Prétextant la lutte contre le financement du terrorisme, la Commission européenne présentera d'ici la fin du deuxième trimestre 2016 une nouvelle directive qui obligera les plateformes d'échanges de bitcoins et autres monnaies virtuelles à obéir à un certain nombre de règles.

Est-ce un véritable problème ou un simple prétexte ? C’est à l’occasion de la communication d’un « plan d’action pour renforcer la lutte contre le financement du terrorisme » (.pdf) que la Commission européenne a annoncé mardi une régulation à venir des plateformes d’échanges de bitcoins et autres monnaies virtuelles.

«  Il y a un risque que les transferts de monnaie virtuelle puissent être utilisés par des organisations terroristes pour dissimuler des transferts [d’argent] », écrit la Commission, qui n’apporte toutefois aucun élément qui montrerait que c’est effectivement le cas.

Placer les échanges de monnaies virtuelles sous le contrôle des autorités compétentes

À notre connaissance, l’utilisation des bitcoins par les groupes terroristes reste extrêmement anecdotique, pour plusieurs raisons. D’abord parce que la technologie blockchain sur laquelle repose le Bitcoin fait que toutes les transactions sont publiques et traçables, même si elles sont anonymes. Ensuite, parce qu’il n’est pas si simple de blanchir de l’argent réel pour acheter des bitcoins. Enfin, parce qu’il reste beaucoup plus facile et discret d’acheter des Kalachnikovs dans la rue en liquide, en euros ou en dollars, que d’en commander sur Internet pour se les faire livrer par la poste.

Rien n’exclut que l’État islamique ou d’autres organisations puissent utiliser les bitcoins ou d’autres monnaies virtuelles, mais l’argent virtuel anonyme est d’abord un problème fiscal et social, voire un problème macro-économique, avant d’être un véritable enjeu de sécurité nationale. Mais ça suffit tout de même pour que la Commission européenne décide d’imposer un début de régulation, qui est sans doute nécessaire mais qui n’avait pas besoin du prétexte du terrorisme pour être mise sur la table.

Des règles identiques à celles des banques

« Les transactions avec des monnaies virtuelles sont enregistrées, mais il y a pas de mécanisme de reporting équivalent à celui trouvé dans le système bancaire dominant pour identifier des activités suspectes », explique ainsi Bruxelles. « En tant que première étape », la Commission annonce donc son intention de « placer les échanges de monnaies virtuelles sous le contrôle des autorités compétentes ». C’était le souhait émis par la Banque de France dès 2013.
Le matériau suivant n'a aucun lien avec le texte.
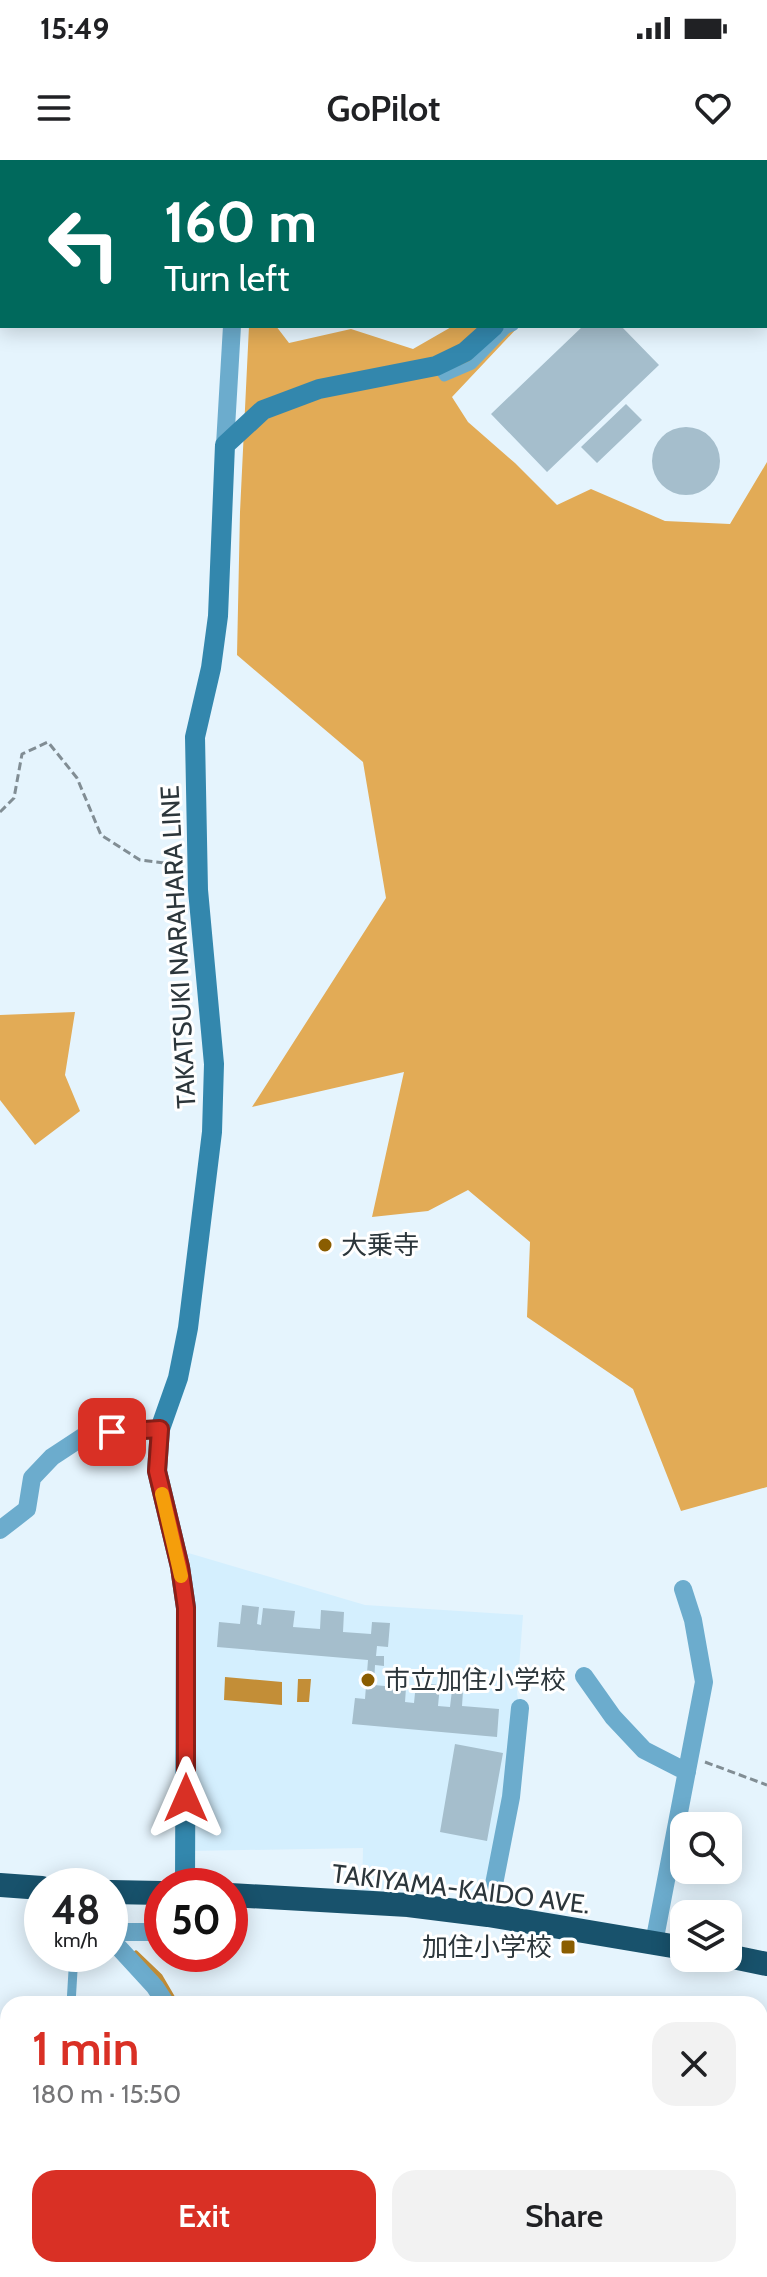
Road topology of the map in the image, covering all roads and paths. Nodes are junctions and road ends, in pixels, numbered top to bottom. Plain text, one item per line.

La Commission veut ainsi amender la directive européenne sur le blanchiment d’argent, pour que les plateformes d’échanges de bitcoins (qui permettent d’acheter ou de revendre des BTC en euros) soient soumises aux mêmes règles que les banques. Elle veut aussi les placer sous les mêmes régimes de licences et de supervision que les intermédiaires de paiement. Enfin, les services qui offrent la gestion d’un « portefeuille » de bitcoins pourraient aussi être régulés.

Concrètement, il deviendrait alors impossible d’acheter ou de vendre des bitcoins sur les plateformes d’échanges sans fournir son identité réelle. Par ailleurs les plateformes devront signaler à Trafcin les transactions qui dépassent certains montants ou qui sont réalisées avec des personnes surveillées, et obéir à des règles de sûreté financière qui éviteront les mises en faillite de plateformes qui ferment leurs portes avec l’argent de leurs clients.

La Commission présentera une proposition de réforme législative d’ici le second trimestre 2016.